__Required action__
Taking the first line of the listing as the start and the line containing "Extract the road" as the end, reproduce everything in between exactly, both ends included.

__Information given__

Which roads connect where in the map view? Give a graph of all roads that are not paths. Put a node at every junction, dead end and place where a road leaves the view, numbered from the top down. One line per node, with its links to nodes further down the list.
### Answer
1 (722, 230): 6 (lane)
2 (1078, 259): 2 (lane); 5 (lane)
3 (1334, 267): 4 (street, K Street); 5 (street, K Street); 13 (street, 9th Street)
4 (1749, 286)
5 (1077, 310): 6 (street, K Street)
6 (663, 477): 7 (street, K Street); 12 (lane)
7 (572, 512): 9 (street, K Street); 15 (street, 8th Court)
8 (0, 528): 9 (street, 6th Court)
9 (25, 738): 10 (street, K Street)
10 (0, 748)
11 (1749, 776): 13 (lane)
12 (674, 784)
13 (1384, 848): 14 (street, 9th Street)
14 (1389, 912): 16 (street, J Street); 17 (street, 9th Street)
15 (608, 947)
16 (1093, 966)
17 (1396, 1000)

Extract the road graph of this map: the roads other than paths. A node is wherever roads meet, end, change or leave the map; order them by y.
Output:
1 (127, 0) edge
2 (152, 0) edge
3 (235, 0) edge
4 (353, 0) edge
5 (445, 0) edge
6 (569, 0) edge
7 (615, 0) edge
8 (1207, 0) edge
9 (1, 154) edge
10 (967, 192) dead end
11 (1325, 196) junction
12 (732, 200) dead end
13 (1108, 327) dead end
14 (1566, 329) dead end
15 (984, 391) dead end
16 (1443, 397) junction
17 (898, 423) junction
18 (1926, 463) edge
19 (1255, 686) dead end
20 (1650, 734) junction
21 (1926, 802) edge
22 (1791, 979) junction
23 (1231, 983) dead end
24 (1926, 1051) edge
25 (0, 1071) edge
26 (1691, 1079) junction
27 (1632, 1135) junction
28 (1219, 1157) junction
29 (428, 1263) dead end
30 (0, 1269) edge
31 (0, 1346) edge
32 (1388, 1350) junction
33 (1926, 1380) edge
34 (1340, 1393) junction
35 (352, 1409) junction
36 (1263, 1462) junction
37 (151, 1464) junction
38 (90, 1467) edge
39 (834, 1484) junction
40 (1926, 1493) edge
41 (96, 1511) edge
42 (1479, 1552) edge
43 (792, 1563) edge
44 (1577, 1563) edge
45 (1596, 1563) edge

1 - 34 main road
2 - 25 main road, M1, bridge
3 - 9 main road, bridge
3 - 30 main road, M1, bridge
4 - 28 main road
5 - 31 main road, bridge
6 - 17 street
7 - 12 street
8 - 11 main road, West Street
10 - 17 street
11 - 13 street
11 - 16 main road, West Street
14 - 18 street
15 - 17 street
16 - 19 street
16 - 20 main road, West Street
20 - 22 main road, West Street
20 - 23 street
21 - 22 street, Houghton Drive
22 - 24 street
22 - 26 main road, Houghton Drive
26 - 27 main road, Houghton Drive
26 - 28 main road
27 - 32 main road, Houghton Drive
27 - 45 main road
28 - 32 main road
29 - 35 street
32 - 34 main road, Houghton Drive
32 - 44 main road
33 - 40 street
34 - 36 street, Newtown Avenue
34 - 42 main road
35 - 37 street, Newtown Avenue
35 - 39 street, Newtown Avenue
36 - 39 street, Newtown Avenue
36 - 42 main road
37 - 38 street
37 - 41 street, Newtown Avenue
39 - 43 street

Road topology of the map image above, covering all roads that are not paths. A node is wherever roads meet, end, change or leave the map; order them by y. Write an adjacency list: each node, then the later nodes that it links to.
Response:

__Your response__
Which roads connect where in the map view? Give a graph of all roads that are not paths. Put a node at every junction, dead end and place where a road leaves the view, numbered from the top down. One line per node, with its links to nodes further down the list.
### Answer
1 (722, 230): 6 (lane)
2 (1078, 259): 2 (lane); 5 (lane)
3 (1334, 267): 4 (street, K Street); 5 (street, K Street); 13 (street, 9th Street)
4 (1749, 286)
5 (1077, 310): 6 (street, K Street)
6 (663, 477): 7 (street, K Street); 12 (lane)
7 (572, 512): 9 (street, K Street); 15 (street, 8th Court)
8 (0, 528): 9 (street, 6th Court)
9 (25, 738): 10 (street, K Street)
10 (0, 748)
11 (1749, 776): 13 (lane)
12 (674, 784)
13 (1384, 848): 14 (street, 9th Street)
14 (1389, 912): 16 (street, J Street); 17 (street, 9th Street)
15 (608, 947)
16 (1093, 966)
17 (1396, 1000)

Extract the road graph of this map: the roads other than paths. A node is wherever roads meet, end, change or leave the map; order them by y.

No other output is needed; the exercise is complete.